For decades, higher education treated AV and IT as related but separate. AV handled the room. IT handled the network. Those boundaries held when AV systems were self-contained. A room had its own switcher, its own display path, its own control logic. If something broke, troubleshooting stayed inside the room.
That world is gone. Classrooms now run on the network. AV moved onto IT’s network and inherited every dependency, policy, and constraint that comes with it. But AV still gets evaluated the way it always has. Faculty do not care what layer the failure lives on. If the room does not work when class starts, that is an AV problem in the eyes of everyone standing in it.
IT sees things differently. A campus network serves thousands of users and hundreds of applications. The networking team thinks in terms of traffic management, security posture, policy enforcement, and scale. Those priorities are necessary. But they produce a different definition of what “working” means.

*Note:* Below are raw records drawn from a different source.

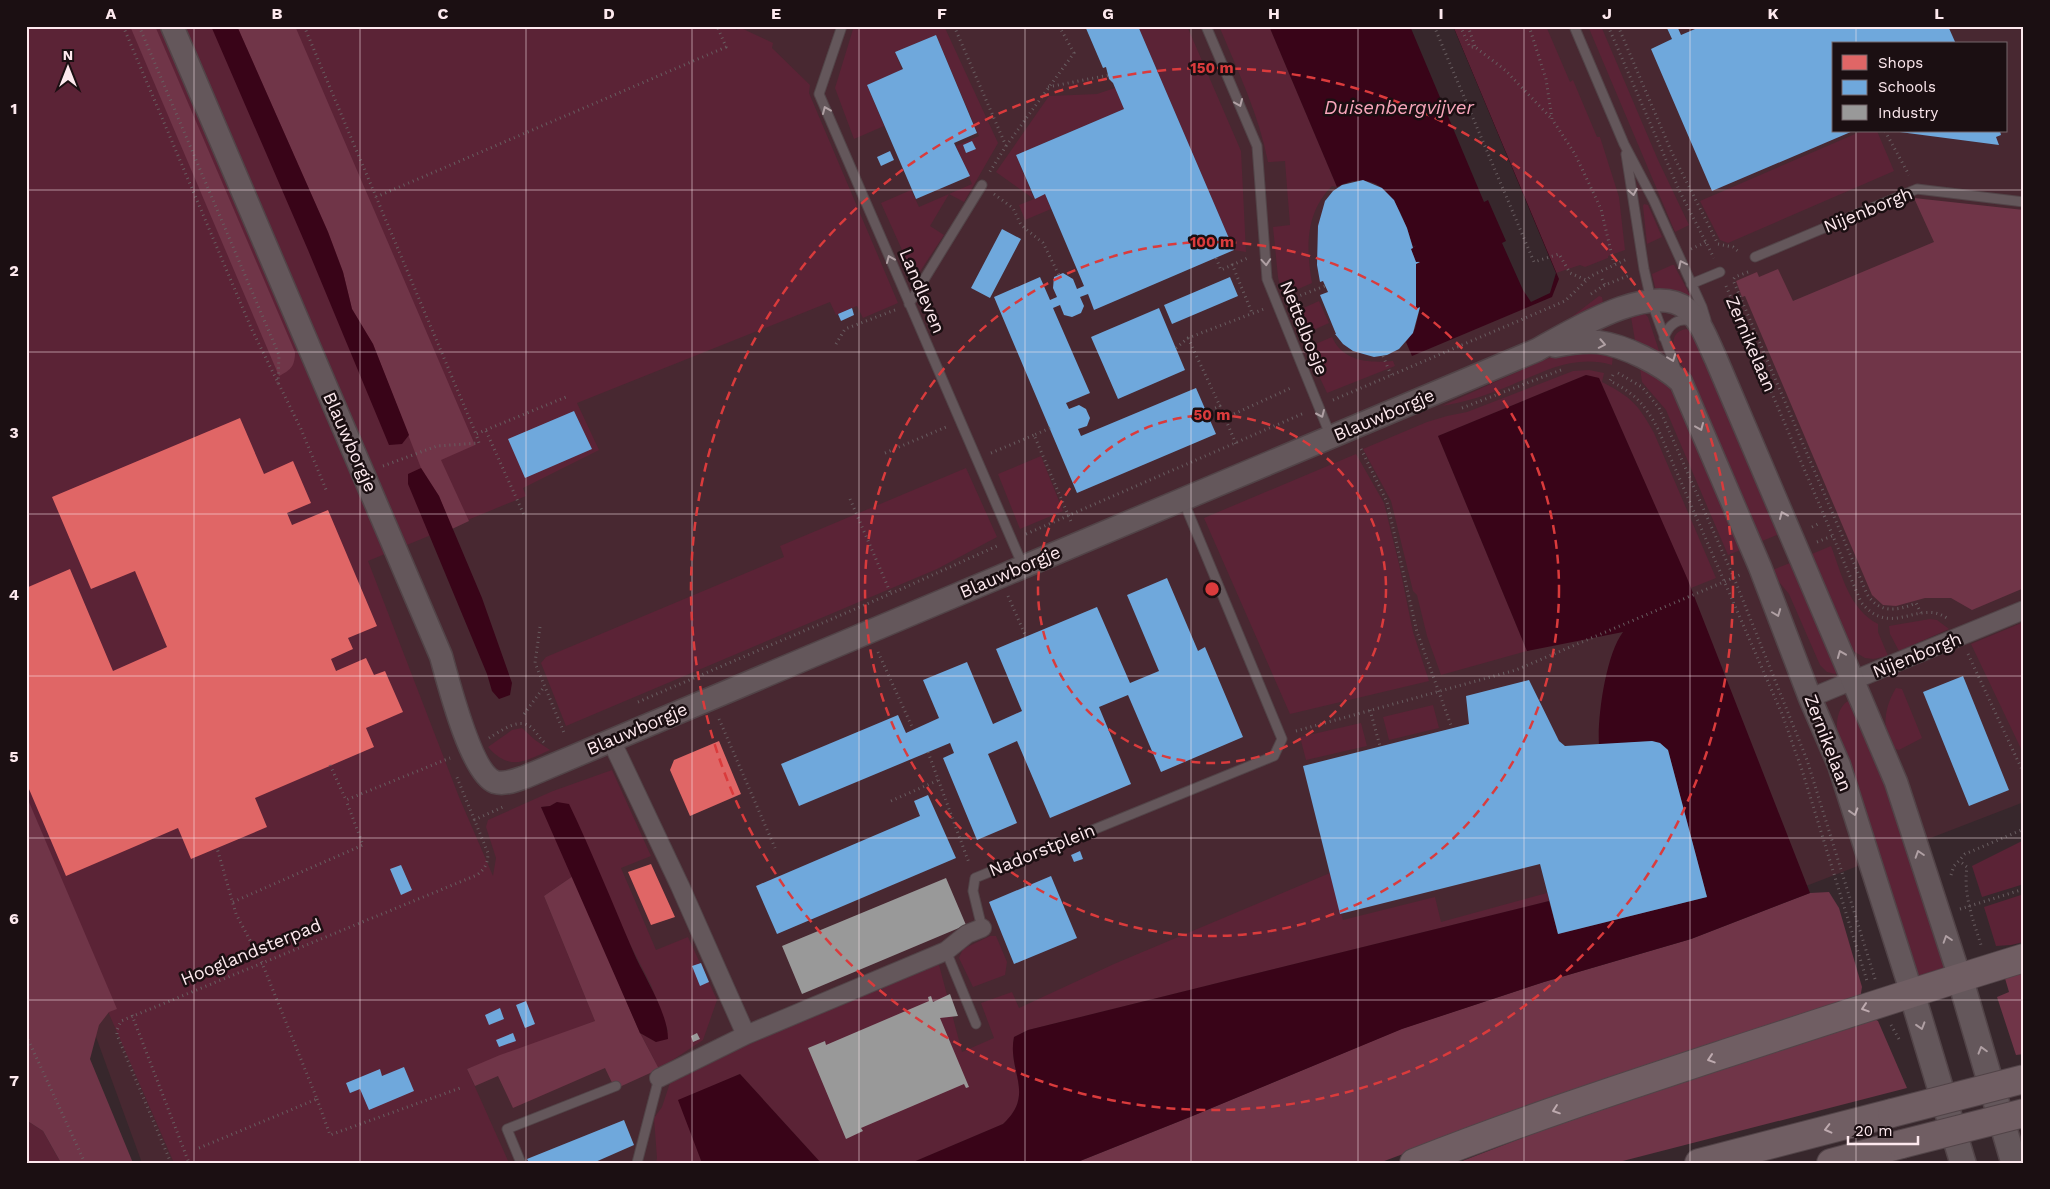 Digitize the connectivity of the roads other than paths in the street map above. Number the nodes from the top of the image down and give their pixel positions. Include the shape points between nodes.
1 (172, 26) edge
2 (842, 26) edge
3 (1206, 26) edge
4 (1574, 26) edge
5 (1624, 144) junction
6 (982, 185) road end
7 (2024, 202) edge
8 (1755, 257) dead end
9 (1720, 272) road end
10 (1691, 284) junction
11 (1651, 300) junction
12 (909, 304) junction
13 (1700, 324) junction
14 (1664, 338) junction
15 (1537, 350) junction
16 (1716, 359) junction
17 (1682, 382) junction
18 (1331, 437) junction
19 (1183, 500) junction
20 (1023, 566) junction
21 (2024, 610) edge
22 (1852, 682) junction
23 (1810, 698) junction
24 (611, 740) junction
25 (982, 928) joint
26 (946, 951) junction
27 (2024, 958) edge
28 (1960, 978) junction
29 (1912, 994) junction
30 (976, 1024) dead end
31 (746, 1035) junction
32 (659, 1078) joint
33 (2024, 1079) edge
34 (616, 1086) dead end
35 (2024, 1113) edge
36 (2012, 1155) edge
37 (1963, 1160) edge
38 (521, 1163) edge
39 (637, 1163) edge
40 (1414, 1163) edge
41 (1699, 1163) edge
42 (1831, 1163) edge

1 - 24 street, Blauwborgje via 438,647 456,710 484,772 496,782 512,781
12 -> 2 lane, Landleven via 819,94
3 -> 18 lane, Nettelbosje via 1257,146 1267,279
4 - 5 lane, Zernikelaan
10 -> 5 lane, Zernikelaan
5 -> 11 lane, Zernikelaan
6 - 12 lane
7 - 8 lane, Nijenborgh via 1917,188
9 - 10 lane
10 - 16 lane, Zernikelaan via 1702,307
11 - 13 street, Zernikelaan via 1681,305
11 - 14 lane, Zernikelaan
11 - 15 street, Blauwborgje via 1585,324
12 - 20 lane, Landleven
13 - 14 lane via 1677,321 1670,325
13 - 16 street, Zernikelaan
14 -> 17 lane, Zernikelaan
15 -> 17 street, Blauwborgje via 1587,342 1606,344 1656,364
15 - 18 street, Blauwborgje
22 -> 16 street, Zernikelaan
17 -> 23 street, Zernikelaan via 1760,567
18 - 19 street, Blauwborgje
19 - 20 street, Blauwborgje
19 - 25 lane, Nadorstplein via 1282,739 1274,756 975,878 973,891
20 - 24 street, Blauwborgje
21 - 22 street, Nijenborgh
22 - 23 street, Nijenborgh
28 -> 22 street, Zernikelaan via 1896,782
23 -> 29 street, Zernikelaan via 1839,765
24 - 31 street
25 - 26 street, Nadorstplein via 966,934
26 - 30 lane
26 - 31 street, Nadorstplein
27 - 28 highway
28 - 29 highway
36 -> 28 main road, Zernikelaan
29 -> 37 main road, Zernikelaan
29 -> 40 highway via 1601,1094
31 - 32 street, Nadorstplein
32 - 39 lane
33 -> 41 highway, bridge
34 - 38 lane via 507,1129
35 - 42 highway, bridge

I heard this story during a presentation last year. A team at another institution had a building where their AVoIP rooms were dropping video intermittently. Everything on the AV side looked clean. When they finally got the network team involved, it turned out QoS policies on the AV VLAN were never configured to prioritize video traffic. During peak hours, when the rest of the building was hammering the network, AV streams were treated as best-effort and got starved out. The AV gear was fine. The network was technically up. But the room experience was broken.
When AV says reliable, it means the room works every time someone walks in. Audio is clear. Video appears when expected. When IT says reliable, the conversation centers on uptime metrics, redundancy, and service-level targets across the enterprise. A system can meet every one of those benchmarks and still frustrate the faculty member trying to teach.

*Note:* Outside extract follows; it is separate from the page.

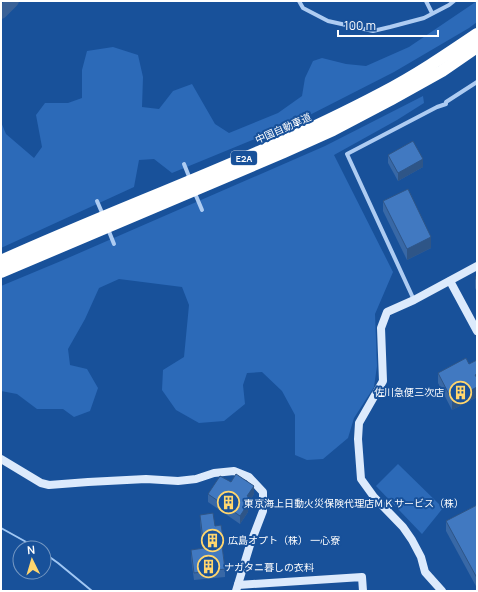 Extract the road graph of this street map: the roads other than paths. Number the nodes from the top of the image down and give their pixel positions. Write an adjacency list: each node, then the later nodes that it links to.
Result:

Bandwidth means different things too. AV sees it as a requirement tied to a stream. IT sees it as dependent on uplinks, oversubscription, concurrent demand, and what happens when a design that worked in one room scales to a full building. I have experienced pilots perform flawlessly and then seen the same design collapse at scale because nobody tested what forty active rooms do to the same infrastructure.
Security adds more friction. AV needs devices reachable and manageable. IT needs to minimize attack surface and enforce access controls. Both positions are defensible. But when a firewall rule breaks a control path, the AV team finds out because a room stops working during class. Not because someone sent a warning.
Having that cybersecurity background changed how I navigate those moments. I can explain why a firewall rule matters and also explain what happens in the room when a port gets blocked. That translation ability should not be rare. In this industry, it still is.
James King has written about this in his work on IT in AV that AV now plays a direct role in how students and faculty connect and collaborate. That means AV teams are expected to understand VLANs, firewalls, multicast, and QoS in ways that were not part of the job ten years ago. The field adapted. The organizational structures did not.
Most institutions still run AV and IT through different reporting lines, different budgets, different timelines, and different definitions of success. AV is driven by semester deadlines and faculty expectations. IT is driven by standardization, security, and enterprise stability. Those differences determine how each team prioritizes work and responds when something breaks.
Telling them to communicate better does not fix a structural problem. AV teams have to get better at framing problems in terms IT can act on. Saying the room is glitchy does not open doors. Showing that failures correlate with specific network conditions does. Documentation and patterns are leverage.
IT teams have to recognize that a network passing health checks does not mean services are performing well. A room that drops audio for three seconds during a lecture is not a minor event just because the switch stayed up.
And leadership has to stop treating this as a personality conflict. It is a design problem. If the institution wants reliable learning environments, AV and IT have to be structured to plan together and share ownership of the outcome.
I went back to school because I got tired of not being heard. That should not be what it takes. The industry needs AV professionals who understand infrastructure and IT professionals who understand real-time experience. Not because everyone needs a second degree, but because the systems we build now require both perspectives.
The real issue is not that AV and IT speak different languages. It is that campuses depend on both teams to deliver the same experience, and nobody built the organization to support that.
Until that changes, AV will keep owning failures it does not control. IT will keep supporting systems it does not see. And the room will keep being the place where everyone finds out the hard way.